Studio album by Annika
- Released: 8 May 2025
- Genre: Pop
- Length: 37:41
- Label: Island Records; Universal Music Denmark;
- Producer: Anton Westerlin; Frederik Thaae; Marius Iversen; JenneJenne; Rob Smyles; Victor Støve; Emil Falk; Nicki Pooyandeh; Asmus Harm;

= AW (album) =

2025 studio album by Annika

AW is the debut album by the Danish singer Annika. The album was released on 8 May 2025 by Island Records.

== Release and reception ==
Released on 8 May 2025, AW features guest appearances from Josva, Sira Jovina, Lamin, and Gilli. The album is primarily produced by Anton Westerlin, Marius Iversen, and Nicki Pooyandeh.

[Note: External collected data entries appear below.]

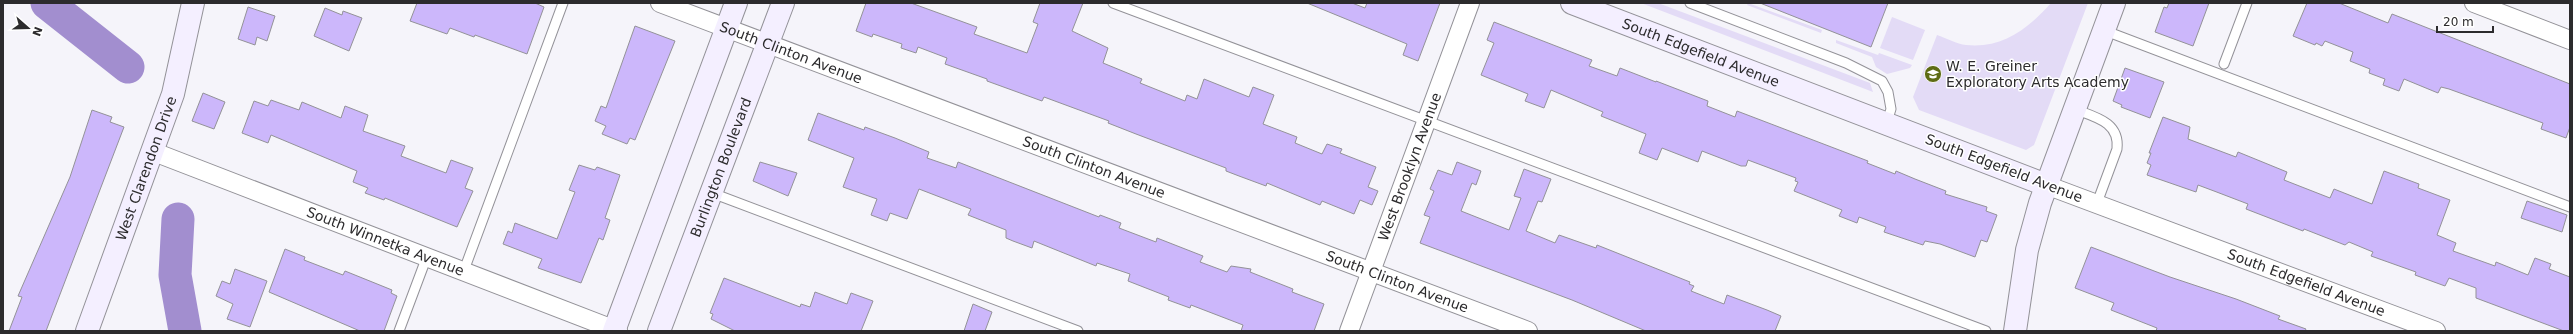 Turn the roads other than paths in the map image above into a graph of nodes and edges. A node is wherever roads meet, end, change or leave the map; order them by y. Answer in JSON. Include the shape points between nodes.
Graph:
{"nodes":[{"id":1,"x":193,"y":3,"type":"edge"},
{"id":2,"x":563,"y":3,"type":"edge"},
{"id":3,"x":660,"y":3,"type":"edge"},
{"id":4,"x":736,"y":3,"type":"edge"},
{"id":5,"x":783,"y":3,"type":"edge"},
{"id":6,"x":1113,"y":3,"type":"edge"},
{"id":7,"x":1470,"y":3,"type":"edge"},
{"id":8,"x":1572,"y":3,"type":"edge"},
{"id":9,"x":1690,"y":3,"type":"edge"},
{"id":10,"x":2114,"y":3,"type":"edge"},
{"id":11,"x":2247,"y":3,"type":"edge"},
{"id":12,"x":2474,"y":3,"type":"edge"},
{"id":13,"x":727,"y":28,"type":"junction"},
{"id":14,"x":2103,"y":30,"type":"junction"},
{"id":15,"x":2570,"y":40,"type":"edge"},
{"id":16,"x":768,"y":43,"type":"junction"},
{"id":17,"x":2224,"y":64,"type":"dead end"},
{"id":18,"x":2074,"y":109,"type":"junction"},
{"id":19,"x":1427,"y":120,"type":"junction"},
{"id":20,"x":1887,"y":122,"type":"junction"},
{"id":21,"x":154,"y":152,"type":"junction"},
{"id":22,"x":2046,"y":184,"type":"junction"},
{"id":23,"x":712,"y":193,"type":"junction"},
{"id":24,"x":2097,"y":203,"type":"junction"},
{"id":25,"x":2570,"y":207,"type":"edge"},
{"id":26,"x":426,"y":259,"type":"junction"},
{"id":27,"x":1371,"y":270,"type":"junction"},
{"id":28,"x":463,"y":273,"type":"junction"},
{"id":29,"x":87,"y":331,"type":"edge"},
{"id":30,"x":400,"y":331,"type":"edge"},
{"id":31,"x":616,"y":331,"type":"edge"},
{"id":32,"x":659,"y":331,"type":"edge"},
{"id":33,"x":1078,"y":331,"type":"edge"},
{"id":34,"x":1349,"y":331,"type":"edge"},
{"id":35,"x":1528,"y":331,"type":"edge"},
{"id":36,"x":1986,"y":331,"type":"edge"},
{"id":37,"x":2015,"y":331,"type":"edge"},
{"id":38,"x":2436,"y":331,"type":"edge"}],
"edges":[{"from":1,"to":21,"type":"street","name":"West Clarendon Drive","via":[[173,94]]},
{"from":2,"to":28,"type":"lane"},
{"from":3,"to":13,"type":"street","name":"South Clinton Avenue"},
{"from":4,"to":13,"type":"street"},
{"from":5,"to":16,"type":"street","name":"Burlington Boulevard"},
{"from":6,"to":19,"type":"lane"},
{"from":7,"to":19,"type":"street","name":"West Brooklyn Avenue"},
{"from":8,"to":20,"type":"street","name":"South Edgefield Avenue"},
{"from":9,"to":20,"type":"lane","via":[[1846,63],[1882,81],[1888,92],[1891,109]]},
{"from":10,"to":14,"type":"street"},
{"from":11,"to":17,"type":"lane"},
{"from":12,"to":15,"type":"street"},
{"from":13,"to":16,"type":"street","name":"South Clinton Avenue"},
{"from":13,"to":31,"type":"street"},
{"from":14,"to":18,"type":"street"},
{"from":14,"to":25,"type":"lane"},
{"from":16,"to":23,"type":"street","name":"Burlington Boulevard"},
{"from":16,"to":27,"type":"street","name":"South Clinton Avenue"},
{"from":18,"to":22,"type":"street"},
{"from":18,"to":24,"type":"lane","via":[[2104,121],[2115,131],[2118,140]]},
{"from":19,"to":27,"type":"street","name":"West Brooklyn Avenue"},
{"from":19,"to":36,"type":"lane"},
{"from":20,"to":22,"type":"street","name":"South Edgefield Avenue"},
{"from":21,"to":26,"type":"street","name":"South Winnetka Avenue"},
{"from":21,"to":29,"type":"street","name":"West Clarendon Drive"},
{"from":22,"to":24,"type":"street","name":"South Edgefield Avenue"},
{"from":22,"to":37,"type":"street","via":[[2027,250]]},
{"from":23,"to":32,"type":"street","name":"Burlington Boulevard"},
{"from":23,"to":33,"type":"lane"},
{"from":24,"to":38,"type":"street","name":"South Edgefield Avenue"},
{"from":26,"to":28,"type":"street","name":"South Winnetka Avenue"},
{"from":26,"to":30,"type":"lane"},
{"from":27,"to":34,"type":"street","name":"West Brooklyn Avenue"},
{"from":27,"to":35,"type":"street","name":"South Clinton Avenue"},
{"from":28,"to":31,"type":"street","name":"South Winnetka Avenue"}]}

AW spent 16 weeks at number one on the Hitlisten album chart. It was the most popular album on the chart in 2025. This marks the first time since 1999—when the girl group Creamy had the most popular album of the year—that a woman had taken the top spot. The album received 4 out of 6 stars from Soundvenue, which described it as a "confident and self-aware album." Gaffa called it "a musical show of power" in their review. It is a follow-up to her successful EP Nye Tider, released in 2024.

== Track listing ==

| No. | Title | Lyrics | Producer(s) | Length |
|---|---|---|---|---|
| 1. | "Der så meget jeg ikke fortæller" | Annika Wedderkopp | Anton Westerlin; Frederik Thaae [da]; | 3:04 |
| 2. | "Bliv her lidt endnu" (featuring Josva) | Annika; Josva; Michael Jamshidi; | Marius Iversen | 2:42 |
| 3. | "Lad mig lande" | Annika | JenneJenne; Rob Smyles; | 3:41 |
| 4. | "Du ik værd at græde for" (featuring Sira Jovina) | Annika; Sira Jovina; | Victor Støve | 2:39 |
| 5. | "Brugt mine dage" | Annika | Iversen | 2:57 |
| 6. | "Start på ny" | Annika | Westerlin; Emil Falk [da]; | 2:48 |
| 7. | "Det jo bare et kram (interlude)" | Annika | Westerlin | 1:20 |
| 8. | "Stolt" (featuring Lamin) | Annika; Lamin; | Westerlin | 3:32 |
| 9. | "Jeg er din" | Annika | Westerlin | 3:16 |
| 10. | "Bar bund" (featuring Gilli) | Annika; Gilli; | Nicki Pooyandeh | 2:45 |
| 11. | "Drukner i os" | Annika | Pooyandeh | 2:27 |
| 12. | "Hva det var" | Annika | Asmus Harm | 2:46 |
| 13. | "Vis mig" | Annika | Westerlin | 3:39 |
| Total length: |  |  |  | 37:41 |

== Charts ==
=== Weekly charts ===

Weekly chart performance
| Chart (2025–2026) | Peak position |
|---|---|
| Danish Albums (Hitlisten) | 1 |
| Norwegian Albums (VG-lista) | 84 |

=== Year-end charts ===

Year-end chart performance
| Chart | Year | Position |
|---|---|---|
| Danish Albums (Hitlisten) | 2025 | 1 |

==Certifications==

Certifications for AW
| Region | Certification | Certified units/sales |
| Denmark (IFPI Danmark) | 5× Platinum | 100,000^{‡} |
^{‡} Sales+streaming figures based on certification alone.